Federal prosecutors unveiled a mammoth corruption and money-laundering investigation in New Jersey today, arresting 44 people, including the mayors of Hoboken, Secaucus, and Ridgefield; two assemblymen; and five rabbis. Also some guy who's been selling human kidneys for ten years.

Basically the FBI equipped a real estate developer named Solomon Dwek with a recording device and set him loose on the swamp of kickback schemes, mob payoffs, and money-grubbing pols that is New Jersey, where you have bribe someone to get your driver license. Dwek—whom the Wall Street Journal has identified as the unnamed "cooperating witness" whose testimony the indictment relies on—was charged with defrauding a bank of $25 million in 2006. He apparently turned snitch rather than fact jail and suckered half of the state's political class into doing business with him on behalf of the feds.
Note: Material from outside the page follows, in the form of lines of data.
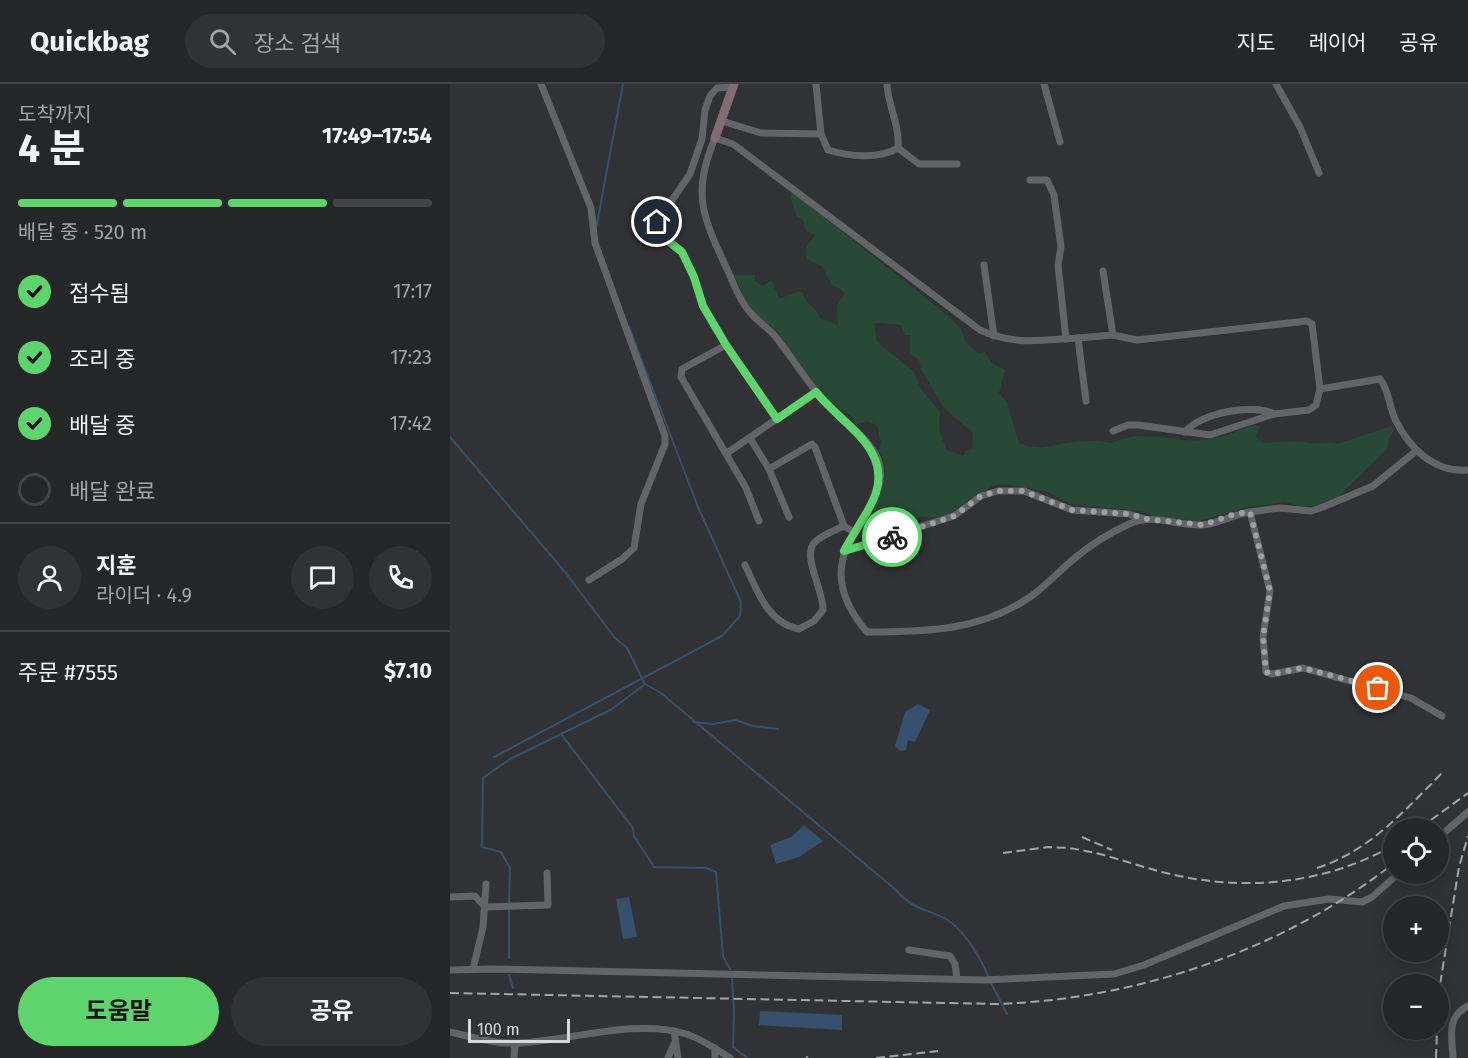 <!DOCTYPE html>
<html lang="ko">
<head>
<meta charset="utf-8">
<style>
	body { margin:0; font-family:"Fira Sans","Noto Sans KR",sans-serif; background:#313234; color:#f1f3f6; height:100vh; display:flex; flex-direction:column; font-size:22px; white-space:nowrap }
	* { box-sizing:border-box; margin:0 }
	p { font-size:20px; color:#a3a5a8 }
	.icon { flex:none; width:33px; height:33px; fill:none; stroke:currentColor; stroke-width:2; stroke-linecap:round; stroke-linejoin:round }
	.map { position:relative; flex:1; overflow:hidden }
	.panel { display:flex; flex-direction:column; background:#252628; width:450px }
	.panel>* { flex:none }
	.fabs { position:absolute; left:933px; top:734px; display:grid; gap:12px }
	.fabs a { display:grid; place-items:center; width:66px; height:66px; border-radius:50%; background:#252628; box-shadow:0 3px 15px #0003,0 0 0 2px #424345; font-size:30px }
	.scale { position:absolute; left:18px; bottom:15px; width:102px; box-sizing:border-box; padding-left:6px; border:3px solid #d8d9dc; border-top:0; font-size:16px; line-height:21px; white-space:nowrap; color:#d8d9dc; -webkit-text-stroke:4px #313236; paint-order:stroke }
	.pin { position:absolute; display:grid; place-items:center; width:51px; height:51px; color:#fff; margin:-26px; border:3px solid #fff; border-radius:50%; box-shadow:0 2px 6px #0007 }
	.courier { position:absolute; display:grid; place-items:center; width:60px; height:60px; margin:-30px; border:4px solid #5ed56c; border-radius:50%; background:#fff; color:#222; box-shadow:0 2px 8px #0007 }
	.headline em { font-style:normal; font-weight:700 }
	.headline div { display:flex; flex-direction:column-reverse }
	.headline { display:flex; align-items:center; justify-content:space-between; height:102px; padding:0 18px }
	h1 { font-size:39px; font-weight:700; line-height:45px }
	.bar { display:grid; grid-template-columns:repeat(4,1fr); gap:9px 6px; align-content:center; height:72px; padding:0 18px }
	.bar i { height:8px; border-radius:4px; background:#424345 }
	.bar .current { background:#5ed56c }
	.bar p { grid-column:span 4 }
	.line { display:flex; align-items:center; gap:15px; padding:0 18px; border-top:2px solid #424345 }
	.line div { flex:1 }
	.round { display:grid; place-items:center; flex:none; width:63px; height:63px; border-radius:32px; background:#313234 }
	ol { padding:0 18px; list-style:none }
	li { display:flex; align-items:center; gap:18px; height:66px }
	li p { margin-inline-start:auto }
	li .icon { padding:6px; border-radius:50%; background:#5ed56c; color:#111; stroke-width:4 }
	li:last-child { color:#a3a5a8 }
	li i { width:33px; height:33px; border:3px solid #424345; border-radius:50% }
	.cta { display:flex; gap:12px; margin-top:auto; padding:12px 18px }
	.cta a { flex:1; height:69px; border-radius:36px; background:#5ed56c; color:#111; font-size:24px; font-weight:700; line-height:69px; text-align:center }
	.cta a+a { background:#313234; color:#f1f3f6 }
	header { display:flex; align-items:center; gap:36px; box-sizing:border-box; height:84px; padding:0 30px; background:#252628; border-bottom:2px solid #424345 }
	header strong { font-size:28px }
	nav { display:flex; gap:33px; margin-inline-start:auto; font-size:21px }
	.search { width:420px; height:54px; background:#313234; display:flex; align-items:center; gap:15px; box-sizing:border-box; padding:0 21px; border-radius:33px; color:#a3a5a8; font-size:22px }
	main { display:flex; flex:1; min-height:0 }
	.map>svg:first-child { display:block }
	.green { fill:#294937; fill-rule:evenodd }
	.water { fill:#36506e }
	.lines { fill:none; stroke-linecap:round; stroke-linejoin:round }
	.stream { stroke:#36506e; stroke-width:2 }
	.street { stroke:#636468; stroke-width:7 }
	.secondary { stroke:#836c71; stroke-width:9 }
	.rail { stroke:#a4a5a9; stroke-width:2; stroke-dasharray:9 4.5; stroke-linecap:butt }
	.done { stroke:#9e9fa2; stroke-width:6; stroke-dasharray:0 10.8 }
	.route { stroke:#5ed56c; stroke-width:8 }
</style>
</head>
<body>
<header>
<strong>Quickbag</strong>
<div class="search"><svg class="icon" aria-label="search" viewBox="0 0 24 24"><circle cx="10" cy="10" r="6"/><path d="M15 15l6 6"/></svg>장소 검색</div>
<nav><a>지도</a><a>레이어</a><a>공유</a></nav>
</header>
<main>
<section class="panel">
<div class="headline"><div><h1>4 분</h1><p>도착까지</p></div><em>17:49–17:54</em></div>
<div class="bar"><i class="current"></i><i class="current"></i><i class="current"></i><i></i><p>배달 중 · 520 m</p></div>
<ol>
<li><svg class="icon" aria-label="check" viewBox="0 0 24 24"><path d="M5 12l5 5 9-10"/></svg>접수됨<p>17:17</p></li>
<li><svg class="icon" aria-label="check" viewBox="0 0 24 24"><path d="M5 12l5 5 9-10"/></svg>조리 중<p>17:23</p></li>
<li><svg class="icon" aria-label="check" viewBox="0 0 24 24"><path d="M5 12l5 5 9-10"/></svg>배달 중<p>17:42</p></li>
<li><i></i>배달 완료</li>
</ol>
<div class="line" style="height:108px"><a class="round"><svg class="icon" aria-label="person" viewBox="0 0 24 24"><circle cx="12" cy="8" r="4"/><path d="M4 21q1-7 8-7t8 7"/></svg></a><div><b>지훈</b><p>라이더 · 4.9</p></div><a class="round"><svg class="icon" aria-label="chat" viewBox="0 0 24 24"><path d="M4 5h16v11H9l-5 4z"/></svg></a><a class="round"><svg class="icon" aria-label="phone" viewBox="0 0 24 24"><path d="M5 4h4l2 5-3 2q2 4 5 5l2-3 5 2v4C11 20 4 13 5 4z"/></svg></a></div>
<div class="line" style="height:78px"><div>주문 #7555</div><b>$7.10</b></div>
<div class="cta"><a>도움말</a><a>공유</a></div>
</section>
<div class="map">
<svg width="1018" height="974" viewBox="0 0 1018 974">
	<rect width="100%" height="100%" fill="#313236"/>
	<path class="green" d="M342 108 496 230 511 245 516 259 528 269 535 268 542 279 555 286 549 309 557 319 569 360C577 361 586 364 594 363 617 359 638 354 662 359 692 344 723 359 754 356 771 355 788 347 803 341L810 342 806 353 813 359C829 358 844 356 860 359 870 361 877 356 888 360L942 342 944 347 939 354 937 365 889 412 867 421 853 423 835 418 797 423 748 437 702 432 694 427 620 420 596 407 554 400 545 401 518 416 501 429 490 433H468L462 442 440 441 432 451 419 452V446L411 442C426 425 445 385 428 366L431 359 427 341 417 337 405 341 403 333 376 315 325 245 309 234 296 217 284 191H305V197L312 202 322 196 329 215 349 207 353 209C356 221 366 223 370 234L388 241 387 221 395 210 391 205 382 201 372 182 357 175 356 163 365 151 356 147 353 136 347 133 340 112ZM430 239 451 241 455 251H460V269L469 276 471 285 494 324 523 349V364L515 367 513 372 497 366 489 347 490 328 471 305 464 288 427 258 424 240Z"/>
	<g class="water">
		<polygon points="468,620 480,626 465,658 458,656 456,666 450,667 445,662 455,628"/>
		<polygon points="354,741 373,757 349,773 326,780 320,761 341,753"/>
		<polygon points="179,813 187,853 173,855 166,815"/>
		<polygon points="310,927 392,931 392,946 309,941"/>
	</g>
	<g class="lines">
		<g class="stream">
			<polyline points="146,145 173,0"/>
			<path d="M0 353 115 488 165 554 177 564 195 600 211 609 446 806C465 829 482 824 502 839 518 853 531 875 539 894"/>
			<polyline points="195,600 162,625 111,650 183,744 184,752 204,783 256,784 266,788 273,872 280,885"/>
			<polyline points="243,638 263,640 285,636 303,642 328,645"/>
			<polyline points="44,673 272,552 290,532 291,518 248,423 179,243"/>
			<polyline points="59,820 60,784 51,768 32,763 33,694 60,675 111,650"/>
			<polyline points="59,874 59,825"/>
			<polyline points="59,891 63,904"/>
			<polyline points="282,895 284,928 283,963 297,974"/>
			<polyline points="541,899 557,930"/>
		</g>
		<g class="street">
			<polyline points="91,0 141,124 145,159 215,352 215,360 191,420 184,464 172,475 139,496"/>
			<polyline points="366,0 371,50"/>
			<path d="M437 0C438 22 450 41 448 64"/>
			<polyline points="594,0 610,58"/>
			<polyline points="826,0 850,43 869,89"/>
			<polyline points="283,3 267,4 260,12 255,26 252,55 240,90 207,138 206,144 232,168 244,193 253,222 276,261 327,335"/>
			<path d="M272 37 311 49 371 50 378 66C398 72 428 76 448 64"/>
			<polyline points="448,64 469,80 507,80"/>
			<polyline points="580,96 597,96 604,111 611,163 608,181 616,255"/>
			<polyline points="534,181 544,252"/>
			<polyline points="653,187 663,251"/>
			<polyline points="628,254 663,251 687,256 857,237 862,240 870,305 866,321 859,326 824,330 760,351 688,341 678,341 663,347"/>
			<polyline points="276,261 232,285 231,293 296,404 309,437"/>
			<path d="M870 305 930 295C939 306 939 322 945 335 959 364 984 389 1018 386"/>
			<path d="M636 317 628 254C591 256 565 262 530 246L283 60 265 54C242 109 252 131 276 183 283 197 288 215 299 227 306 236 317 243 325 252 342 273 356 297 374 317 390 335 416 351 427 373 451 428 344 463 417 548 475 548 531 547 580 513 596 502 610 486 625 474 640 461 662 448 679 440 702 429 728 442 752 441 768 440 784 430 800 428L820 507 813 553 816 588 822 590 853 584 961 614 992 632"/>
			<path d="M735 348C750 329 803 319 824 330"/>
			<polyline points="300,354 319,385 339,433"/>
			<polyline points="277,369 366,308"/>
			<polyline points="319,385 362,360 365,363 394,442"/>
			<polyline points="800,428 830,424 861,427 873,423 923,402 966,367"/>
			<polyline points="394,467 504,432 531,412 548,407 574,407 622,426 679,430 695,435"/>
			<path d="M295 481C307 506 318 540 349 545L364 537 373 526C374 507 351 471 365 458 372 451 385 446 394 442L404 448"/>
			<polyline points="988,754 1018,728"/>
			<polyline points="0,813 25,812 35,823 98,821 97,789"/>
			<polyline points="459,866 500,872 505,880 507,895"/>
			<polyline points="23,885 33,843 36,800"/>
			<polyline points="0,886 44,885 534,896 664,890 694,881 834,822 879,815 912,818 922,813 949,789"/>
			<polyline points="224,947 228,974"/>
			<path d="M0 948C22 953 44 960 68 959 119 957 186 934 236 950 252 955 266 965 280 974"/>
			<polyline points="64,974 65,960"/>
			<polyline points="218,974 224,960"/>
			<polyline points="265,974 265,964"/>
			<path d="M1003 974C1002 952 996 933 1018 922"/>
		</g>
		<polyline class="secondary" points="265,54 284,0"/>
		<g class="rail">
			<polyline points="970,744 1018,709"/>
			<polyline points="632,753 662,766"/>
			<path d="M553 769 599 763 618 764C652 768 683 781 716 789 793 808 874 801 944 761"/>
			<path d="M867 784C920 767 956 725 994 687"/>
			<path d="M0 909 546 920C685 916 834 866 944 779"/>
			<polyline points="988,913 1009,783 1018,752"/>
			<polyline points="356,973 358,974"/>
			<polyline points="426,974 488,967"/>
			<polyline points="986,974 987,945"/>
		</g>
	</g>
	<g class="lines">
		<polyline class="done" points="442,453 504,432 531,412 548,407 573,407 622,426 679,430 697,435 753,441 785,430 800,428 820,507 813,553 816,588 822,590 853,584 928,604"/>
		<path class="route" d="M207 138 208 149 232 168 244 193 253 222 276 261 327 335 366 308C392 341 444 365 424 414 416 433 403 449 394 467L442 453"/>
	</g>
</svg>
<div class="fabs">
<a><svg class="icon" aria-label="locate" viewBox="0 0 24 24"><circle cx="12" cy="12" r="6"/><path d="M12 2v4M12 18v4M2 12h4M18 12h4"/></svg></a>
<a>+</a>
<a>−</a>
</div>
<div class="scale">100 m</div>
<div class="pin" style="left:928px;top:604px;background:#ea580c"><svg class="icon" aria-label="bag" viewBox="0 0 24 24"><path d="M5 8h14l-1 12H6zM9 8a3 3 0 0 1 6 0"/></svg></div>
<div class="pin" style="left:207px;top:138px;background:#1f2937"><svg class="icon" aria-label="home" viewBox="0 0 24 24"><path d="M3 11l9-7 9 7M6 9v11h12V9"/></svg></div>
<div class="courier" style="left:442px;top:453px"><svg class="icon" aria-label="bike" viewBox="0 0 24 24"><circle cx="6" cy="16" r="4"/><circle cx="18" cy="16" r="4"/><path d="M6 16l4-8h5l3 8M10 8l3 8H6M13 5h3"/></svg></div>
</div>
</main>
</body>
</html>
In doing so, he (allegedly):

  • Paid $25,000 in cash bribes to Peter Cammarano, a city councilman who just got elected mayor of Hoboken on July 1. Dwek paid $10,000 of that last Thursday. "In return," according to a press release from the office of the U.S. Attorney for New Jersey, "Cammarano [said he] would sponsor zoning changes and push through building plans for [a] high-rise development in Hoboken.
  • Paid New Jersey Assembleyman L. Harvey Smith $15,000 in bribes "to help get approvals from high-level state agency officials for building projects."
  • Paid Daniel Van Pelt, a New Jersey Assemblyman, a $10,000 bribe.
  • Paid Dennis Elwell, mayor of Secaucus, a $10,000 cash bribe.
  • Paid Anthony Suarez, mayor of Ridgefield a "$10,000 corrupt cash payment for his legal defense fund."
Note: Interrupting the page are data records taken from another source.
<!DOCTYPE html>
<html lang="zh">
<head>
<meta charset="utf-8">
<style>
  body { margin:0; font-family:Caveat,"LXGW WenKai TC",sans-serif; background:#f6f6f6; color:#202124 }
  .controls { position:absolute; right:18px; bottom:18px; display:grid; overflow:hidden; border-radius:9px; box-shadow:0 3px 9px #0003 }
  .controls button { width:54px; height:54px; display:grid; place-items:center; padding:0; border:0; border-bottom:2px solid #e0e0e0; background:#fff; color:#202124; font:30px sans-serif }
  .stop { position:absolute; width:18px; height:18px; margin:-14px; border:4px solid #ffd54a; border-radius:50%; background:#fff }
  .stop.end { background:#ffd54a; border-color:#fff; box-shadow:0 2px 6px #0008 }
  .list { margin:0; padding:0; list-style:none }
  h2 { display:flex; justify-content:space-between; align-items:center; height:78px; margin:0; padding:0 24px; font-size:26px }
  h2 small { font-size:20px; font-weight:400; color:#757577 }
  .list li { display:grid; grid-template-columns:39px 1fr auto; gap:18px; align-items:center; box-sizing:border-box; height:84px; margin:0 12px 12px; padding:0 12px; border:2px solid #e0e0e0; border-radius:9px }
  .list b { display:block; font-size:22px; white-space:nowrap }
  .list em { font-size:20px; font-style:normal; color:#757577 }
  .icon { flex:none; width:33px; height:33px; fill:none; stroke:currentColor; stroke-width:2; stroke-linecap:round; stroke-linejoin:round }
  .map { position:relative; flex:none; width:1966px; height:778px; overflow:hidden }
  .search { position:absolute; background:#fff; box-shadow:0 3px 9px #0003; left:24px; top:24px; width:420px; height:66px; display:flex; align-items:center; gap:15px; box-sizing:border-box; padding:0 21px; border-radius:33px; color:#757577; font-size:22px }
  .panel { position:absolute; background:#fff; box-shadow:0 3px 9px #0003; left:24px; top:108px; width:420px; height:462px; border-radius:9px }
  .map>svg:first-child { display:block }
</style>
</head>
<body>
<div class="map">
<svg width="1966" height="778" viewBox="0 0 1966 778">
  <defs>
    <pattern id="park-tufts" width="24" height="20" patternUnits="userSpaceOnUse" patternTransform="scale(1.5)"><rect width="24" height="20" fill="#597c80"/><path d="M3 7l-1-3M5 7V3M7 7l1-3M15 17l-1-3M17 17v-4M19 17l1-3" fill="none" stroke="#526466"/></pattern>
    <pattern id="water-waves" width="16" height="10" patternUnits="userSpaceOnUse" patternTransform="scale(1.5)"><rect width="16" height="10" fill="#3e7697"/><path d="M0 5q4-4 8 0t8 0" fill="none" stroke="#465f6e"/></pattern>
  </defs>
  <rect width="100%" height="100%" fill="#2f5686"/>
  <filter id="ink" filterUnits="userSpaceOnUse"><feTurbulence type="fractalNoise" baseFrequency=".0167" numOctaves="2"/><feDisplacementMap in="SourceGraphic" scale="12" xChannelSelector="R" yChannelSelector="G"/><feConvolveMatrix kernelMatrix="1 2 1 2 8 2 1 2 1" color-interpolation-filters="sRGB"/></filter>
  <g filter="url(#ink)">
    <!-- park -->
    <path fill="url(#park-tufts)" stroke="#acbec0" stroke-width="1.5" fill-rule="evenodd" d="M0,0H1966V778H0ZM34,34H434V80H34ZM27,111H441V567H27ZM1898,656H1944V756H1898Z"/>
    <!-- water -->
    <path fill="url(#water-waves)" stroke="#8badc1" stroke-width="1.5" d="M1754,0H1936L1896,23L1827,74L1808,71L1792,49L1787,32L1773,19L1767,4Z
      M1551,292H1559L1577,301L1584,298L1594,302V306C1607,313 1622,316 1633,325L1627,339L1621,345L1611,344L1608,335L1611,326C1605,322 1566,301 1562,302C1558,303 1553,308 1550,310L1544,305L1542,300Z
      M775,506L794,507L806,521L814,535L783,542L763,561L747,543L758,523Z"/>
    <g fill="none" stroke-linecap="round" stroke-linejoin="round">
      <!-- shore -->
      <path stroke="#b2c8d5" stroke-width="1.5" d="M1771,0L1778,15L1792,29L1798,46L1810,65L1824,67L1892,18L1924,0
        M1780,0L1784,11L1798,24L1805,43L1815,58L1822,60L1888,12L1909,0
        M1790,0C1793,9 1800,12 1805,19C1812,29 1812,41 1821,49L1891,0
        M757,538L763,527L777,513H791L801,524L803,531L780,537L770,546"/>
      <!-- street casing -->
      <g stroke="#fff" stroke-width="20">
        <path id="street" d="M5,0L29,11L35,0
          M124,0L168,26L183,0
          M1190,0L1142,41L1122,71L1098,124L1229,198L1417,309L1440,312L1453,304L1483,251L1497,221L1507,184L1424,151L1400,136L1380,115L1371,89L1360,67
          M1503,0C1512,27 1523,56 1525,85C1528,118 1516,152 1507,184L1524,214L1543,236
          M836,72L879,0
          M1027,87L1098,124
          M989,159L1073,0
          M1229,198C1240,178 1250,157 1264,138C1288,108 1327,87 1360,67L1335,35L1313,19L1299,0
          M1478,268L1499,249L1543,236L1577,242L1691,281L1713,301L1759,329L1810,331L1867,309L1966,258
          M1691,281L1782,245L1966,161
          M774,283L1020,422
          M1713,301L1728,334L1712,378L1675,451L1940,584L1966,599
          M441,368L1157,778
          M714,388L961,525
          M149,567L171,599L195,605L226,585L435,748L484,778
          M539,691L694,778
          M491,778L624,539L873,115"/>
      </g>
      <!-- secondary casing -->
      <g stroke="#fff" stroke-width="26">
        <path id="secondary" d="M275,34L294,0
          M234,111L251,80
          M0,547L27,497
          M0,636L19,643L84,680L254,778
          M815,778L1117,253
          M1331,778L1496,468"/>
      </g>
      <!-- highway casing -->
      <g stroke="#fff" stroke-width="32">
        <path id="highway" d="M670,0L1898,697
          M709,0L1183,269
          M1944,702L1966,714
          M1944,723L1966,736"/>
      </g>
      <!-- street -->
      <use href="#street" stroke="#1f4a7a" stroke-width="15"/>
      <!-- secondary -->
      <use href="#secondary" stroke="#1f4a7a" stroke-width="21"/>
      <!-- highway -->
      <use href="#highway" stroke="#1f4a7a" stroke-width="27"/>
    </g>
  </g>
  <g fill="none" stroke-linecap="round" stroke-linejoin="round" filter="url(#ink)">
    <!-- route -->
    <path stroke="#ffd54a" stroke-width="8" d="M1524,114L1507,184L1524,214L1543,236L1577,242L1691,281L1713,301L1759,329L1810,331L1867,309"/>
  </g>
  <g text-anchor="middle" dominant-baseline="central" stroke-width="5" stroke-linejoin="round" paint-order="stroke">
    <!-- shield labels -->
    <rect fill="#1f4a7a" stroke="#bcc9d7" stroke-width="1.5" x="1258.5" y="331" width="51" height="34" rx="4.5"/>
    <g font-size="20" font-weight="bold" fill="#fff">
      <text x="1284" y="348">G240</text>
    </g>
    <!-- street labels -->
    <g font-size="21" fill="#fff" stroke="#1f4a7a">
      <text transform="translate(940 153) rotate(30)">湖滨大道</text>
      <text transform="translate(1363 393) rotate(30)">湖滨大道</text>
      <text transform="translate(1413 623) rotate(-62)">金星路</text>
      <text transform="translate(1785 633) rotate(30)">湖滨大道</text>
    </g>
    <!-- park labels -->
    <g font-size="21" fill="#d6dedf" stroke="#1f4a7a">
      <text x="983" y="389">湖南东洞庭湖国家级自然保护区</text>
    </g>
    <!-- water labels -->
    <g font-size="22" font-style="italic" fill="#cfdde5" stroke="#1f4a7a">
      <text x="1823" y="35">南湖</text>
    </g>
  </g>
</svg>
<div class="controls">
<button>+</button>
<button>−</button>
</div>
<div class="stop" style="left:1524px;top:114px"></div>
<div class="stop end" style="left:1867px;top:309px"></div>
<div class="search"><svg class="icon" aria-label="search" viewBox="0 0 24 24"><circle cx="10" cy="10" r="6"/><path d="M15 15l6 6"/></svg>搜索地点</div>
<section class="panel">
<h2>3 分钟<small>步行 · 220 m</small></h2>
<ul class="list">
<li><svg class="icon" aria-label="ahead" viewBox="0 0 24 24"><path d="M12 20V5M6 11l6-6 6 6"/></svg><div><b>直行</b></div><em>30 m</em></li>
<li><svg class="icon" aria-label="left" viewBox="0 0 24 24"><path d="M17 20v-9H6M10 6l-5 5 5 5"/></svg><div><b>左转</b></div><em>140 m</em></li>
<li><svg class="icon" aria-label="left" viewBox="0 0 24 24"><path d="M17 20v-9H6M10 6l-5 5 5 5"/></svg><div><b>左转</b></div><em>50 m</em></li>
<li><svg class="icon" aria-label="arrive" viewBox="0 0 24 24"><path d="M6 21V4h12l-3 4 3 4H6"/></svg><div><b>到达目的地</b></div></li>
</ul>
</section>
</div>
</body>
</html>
There's so, so much more. The press release announcing the arrests [pdf] is 12 pages. Aside from reeling in greedy politicians, Dwek also set his sites on a vast money-laundering ring centered among New Jersey's Syrian Jewish community and run by delightfully named rabbis, who used their synagogues and affiliated charities to clean up dirty money. Dwek approached them and told them he was "involved in illegal businesses and bank frauds," according to the release, and "was in bankruptcy and was attempting to conceal cash and assets." So Rabbi Saul Kassin of Sharee Zion in Brooklyn, Rabbi Edmund Nahum of Deal Synagogue in Deal, N.J., Rabbi Eli Ben Haim of Congregation Ohel Yaacob in Deal, N.J., and Rabbi Mordchai Fish of Congregation Sheves Achim in Brooklyn all happily accomodated him, laundering more than $3 million over two years. They would take a check from Dwek, written to their synagogues or associated charities, and pay him back—less a 10 percent cut—in cash from Israel or Switzerland that they kept in a network of "cash houses" throughout Brooklyn.

Dwek is an Orthodox Jew; it's unlikely he could have penetrated the ring otherwise. For a look at the Syrian Jewish community's xenophobic ways, check out this New York Time Magazine piece on the Brooklyn enclave, which excommunicates any member who marries outside of the tribe—including gentiles who convert to Judaism. Rabbi Kassin, who was arrested today, cut off his own daughter for marrying a non-Jew. After 25 years, she made contact with the family, and they told her she was welcome back, but without her husband and kids.

Lastly—and it's not clear from the release how this relates to the money-laundering and corruption investigations—Dwek somehow hooked up with Levy Izhak Rosenbaum, a Brooklyn man who offered to sell him a human kidney for $160,000. According to Talking Points Memo, which has been poring over the indictment, "Rosembaum explained the process of finding a donor in Israel and stated that "[t]here are people over there hunting . . . One of the reasons it's so expensive is because you have to shmear all the time." We think a good sun-dried tomato shmear goes nicely with a kidney.

All of these people are going to roll over on everybody else, and the New York and New Jersey state legislatures are going to be completely emptied out within a week.